There’s no joy in having predicted this outcome.
As explained (at some length) in my earlier post, I don’t believe that the draft agreement on the table represented anything like the ‘substantial improvement’ in global markets that was the goal of the Doha Declaration that launched the talks in 2001. There were too many status exceptions, category exceptions, and opportunities for manipulation.
But the repeated collapse of these negotiations is a blow to confidence in the ability of the global community and leadership to manage global commons like the world trading system and, for that matter, the global environment and climate (assuming the latter is a manageable commons).
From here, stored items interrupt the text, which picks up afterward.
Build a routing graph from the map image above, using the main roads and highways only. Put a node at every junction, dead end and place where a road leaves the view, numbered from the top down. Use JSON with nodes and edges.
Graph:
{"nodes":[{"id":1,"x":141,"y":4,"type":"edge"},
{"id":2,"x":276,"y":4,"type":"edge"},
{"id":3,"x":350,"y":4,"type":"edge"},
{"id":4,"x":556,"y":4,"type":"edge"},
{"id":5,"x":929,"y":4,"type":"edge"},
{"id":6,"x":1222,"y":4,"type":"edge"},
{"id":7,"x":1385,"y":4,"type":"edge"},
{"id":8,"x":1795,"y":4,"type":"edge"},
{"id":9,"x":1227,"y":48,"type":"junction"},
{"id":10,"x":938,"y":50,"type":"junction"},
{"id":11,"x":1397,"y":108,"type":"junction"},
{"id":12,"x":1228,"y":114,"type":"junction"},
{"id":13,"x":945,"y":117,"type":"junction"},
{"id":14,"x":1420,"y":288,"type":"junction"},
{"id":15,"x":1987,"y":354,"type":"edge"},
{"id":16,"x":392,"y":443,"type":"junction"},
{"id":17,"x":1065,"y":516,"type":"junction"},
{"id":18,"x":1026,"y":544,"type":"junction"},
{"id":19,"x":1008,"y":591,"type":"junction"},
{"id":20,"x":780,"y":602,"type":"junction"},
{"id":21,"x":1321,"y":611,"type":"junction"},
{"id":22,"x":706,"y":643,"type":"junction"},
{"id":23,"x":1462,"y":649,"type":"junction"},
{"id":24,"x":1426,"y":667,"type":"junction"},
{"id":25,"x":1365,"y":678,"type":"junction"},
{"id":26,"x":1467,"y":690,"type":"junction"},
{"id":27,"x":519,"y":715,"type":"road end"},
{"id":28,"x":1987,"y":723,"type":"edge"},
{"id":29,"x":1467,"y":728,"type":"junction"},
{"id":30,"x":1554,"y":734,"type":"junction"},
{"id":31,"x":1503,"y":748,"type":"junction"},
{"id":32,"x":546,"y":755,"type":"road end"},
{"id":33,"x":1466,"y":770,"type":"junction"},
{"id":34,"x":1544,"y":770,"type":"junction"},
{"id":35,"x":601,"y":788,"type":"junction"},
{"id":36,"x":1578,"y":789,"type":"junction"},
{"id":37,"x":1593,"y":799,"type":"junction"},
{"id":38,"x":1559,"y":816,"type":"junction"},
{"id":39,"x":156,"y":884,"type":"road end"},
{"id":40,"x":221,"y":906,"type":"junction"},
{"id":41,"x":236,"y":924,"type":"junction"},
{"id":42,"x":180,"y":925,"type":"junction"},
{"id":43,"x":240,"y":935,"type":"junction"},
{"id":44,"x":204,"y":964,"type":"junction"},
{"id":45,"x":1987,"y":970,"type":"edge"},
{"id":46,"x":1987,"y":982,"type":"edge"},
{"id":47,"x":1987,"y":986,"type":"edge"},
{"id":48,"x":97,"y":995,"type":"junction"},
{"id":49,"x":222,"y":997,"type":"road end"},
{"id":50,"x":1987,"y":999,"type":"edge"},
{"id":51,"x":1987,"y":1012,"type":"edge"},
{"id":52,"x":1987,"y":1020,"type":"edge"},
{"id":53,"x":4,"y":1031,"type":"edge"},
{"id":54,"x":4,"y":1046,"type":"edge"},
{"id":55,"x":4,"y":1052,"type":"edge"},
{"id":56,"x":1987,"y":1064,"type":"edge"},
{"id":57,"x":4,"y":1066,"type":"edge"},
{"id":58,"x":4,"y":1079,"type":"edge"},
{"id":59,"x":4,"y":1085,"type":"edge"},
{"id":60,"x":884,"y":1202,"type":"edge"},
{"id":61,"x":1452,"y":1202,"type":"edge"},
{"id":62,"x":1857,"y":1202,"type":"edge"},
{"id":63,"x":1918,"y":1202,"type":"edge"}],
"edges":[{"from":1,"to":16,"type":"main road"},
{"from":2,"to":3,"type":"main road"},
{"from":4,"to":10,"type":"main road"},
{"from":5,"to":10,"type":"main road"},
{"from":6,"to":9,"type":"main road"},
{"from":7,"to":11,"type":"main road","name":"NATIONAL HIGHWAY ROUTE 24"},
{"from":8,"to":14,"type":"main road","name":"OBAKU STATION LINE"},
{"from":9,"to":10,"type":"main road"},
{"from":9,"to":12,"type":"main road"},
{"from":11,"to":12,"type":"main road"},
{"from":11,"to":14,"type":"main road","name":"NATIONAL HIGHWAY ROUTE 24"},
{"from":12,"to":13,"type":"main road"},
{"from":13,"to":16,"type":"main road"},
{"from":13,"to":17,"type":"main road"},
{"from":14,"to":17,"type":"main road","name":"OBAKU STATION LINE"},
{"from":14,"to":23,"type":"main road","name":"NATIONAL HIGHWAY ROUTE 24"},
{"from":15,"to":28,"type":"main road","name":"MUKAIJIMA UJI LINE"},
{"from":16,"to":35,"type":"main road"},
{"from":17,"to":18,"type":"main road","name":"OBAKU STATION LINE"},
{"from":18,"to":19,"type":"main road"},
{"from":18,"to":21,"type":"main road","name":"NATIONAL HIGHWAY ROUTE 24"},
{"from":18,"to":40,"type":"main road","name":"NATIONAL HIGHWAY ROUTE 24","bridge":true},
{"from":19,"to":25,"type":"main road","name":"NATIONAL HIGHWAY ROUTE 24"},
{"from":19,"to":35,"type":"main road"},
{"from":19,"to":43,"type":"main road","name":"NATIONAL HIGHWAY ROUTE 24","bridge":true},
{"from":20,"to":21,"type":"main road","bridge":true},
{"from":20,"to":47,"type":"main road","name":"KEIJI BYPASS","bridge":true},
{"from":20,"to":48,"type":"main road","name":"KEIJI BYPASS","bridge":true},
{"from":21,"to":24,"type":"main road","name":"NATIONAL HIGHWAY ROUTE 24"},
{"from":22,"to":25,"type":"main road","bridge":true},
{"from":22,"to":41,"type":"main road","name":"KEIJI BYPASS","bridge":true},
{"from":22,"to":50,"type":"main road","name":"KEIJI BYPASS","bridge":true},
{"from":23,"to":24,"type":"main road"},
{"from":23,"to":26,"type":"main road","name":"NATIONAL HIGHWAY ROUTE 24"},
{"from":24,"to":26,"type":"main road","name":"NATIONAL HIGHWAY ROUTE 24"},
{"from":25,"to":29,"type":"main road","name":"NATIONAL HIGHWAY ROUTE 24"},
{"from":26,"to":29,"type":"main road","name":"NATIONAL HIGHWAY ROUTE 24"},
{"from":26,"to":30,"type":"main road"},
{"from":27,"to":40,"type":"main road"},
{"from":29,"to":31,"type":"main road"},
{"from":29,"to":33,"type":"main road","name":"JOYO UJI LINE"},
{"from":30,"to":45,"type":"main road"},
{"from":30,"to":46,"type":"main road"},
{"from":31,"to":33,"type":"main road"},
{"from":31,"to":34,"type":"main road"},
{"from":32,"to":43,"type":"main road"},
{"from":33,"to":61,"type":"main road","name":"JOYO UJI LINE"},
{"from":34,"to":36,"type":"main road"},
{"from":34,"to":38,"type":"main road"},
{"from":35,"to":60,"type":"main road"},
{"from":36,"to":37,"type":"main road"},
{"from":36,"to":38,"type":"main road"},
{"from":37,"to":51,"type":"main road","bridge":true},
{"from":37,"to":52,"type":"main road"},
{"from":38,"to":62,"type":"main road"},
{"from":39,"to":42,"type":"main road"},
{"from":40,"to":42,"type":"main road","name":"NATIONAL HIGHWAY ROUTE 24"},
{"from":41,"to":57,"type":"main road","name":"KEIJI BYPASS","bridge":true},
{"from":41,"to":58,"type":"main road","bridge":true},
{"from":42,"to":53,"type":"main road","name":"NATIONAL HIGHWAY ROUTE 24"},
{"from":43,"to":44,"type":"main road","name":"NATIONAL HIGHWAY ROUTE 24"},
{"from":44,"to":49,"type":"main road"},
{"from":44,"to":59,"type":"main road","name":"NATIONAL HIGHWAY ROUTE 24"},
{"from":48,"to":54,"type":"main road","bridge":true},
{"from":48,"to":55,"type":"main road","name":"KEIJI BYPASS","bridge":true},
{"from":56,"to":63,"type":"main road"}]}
The world community last agreed to open goods and services markets on the basis of compromises struck at the end of the 1980s. The centers of world wealth, economic and trade growth and even population growth have moved far since then. The management of global commons needs to move, too
Devices such as WTO’s ‘single undertaking’—that saw one huge set of complex rules applied in a monolithic way to all economies—no longer bridge the real differences in interests that, for the present and for some years to come, will affect agreements between the worlds largest economies. Giant, poor, ‘emerging’ economies such as China, India and Indonesia are making choices that cannot be accommodated in the framework WTO built in the 1980s.
We can no longer go on pretending that with further ‘tweaking’ of exceptions and concessions we can make their obligations and needs fit into the collaborative management framework. The framework is valuable; but it must change or it will continue to seize up—as it has this week—and be abandoned.
Its time to reengineer the processes of WTO.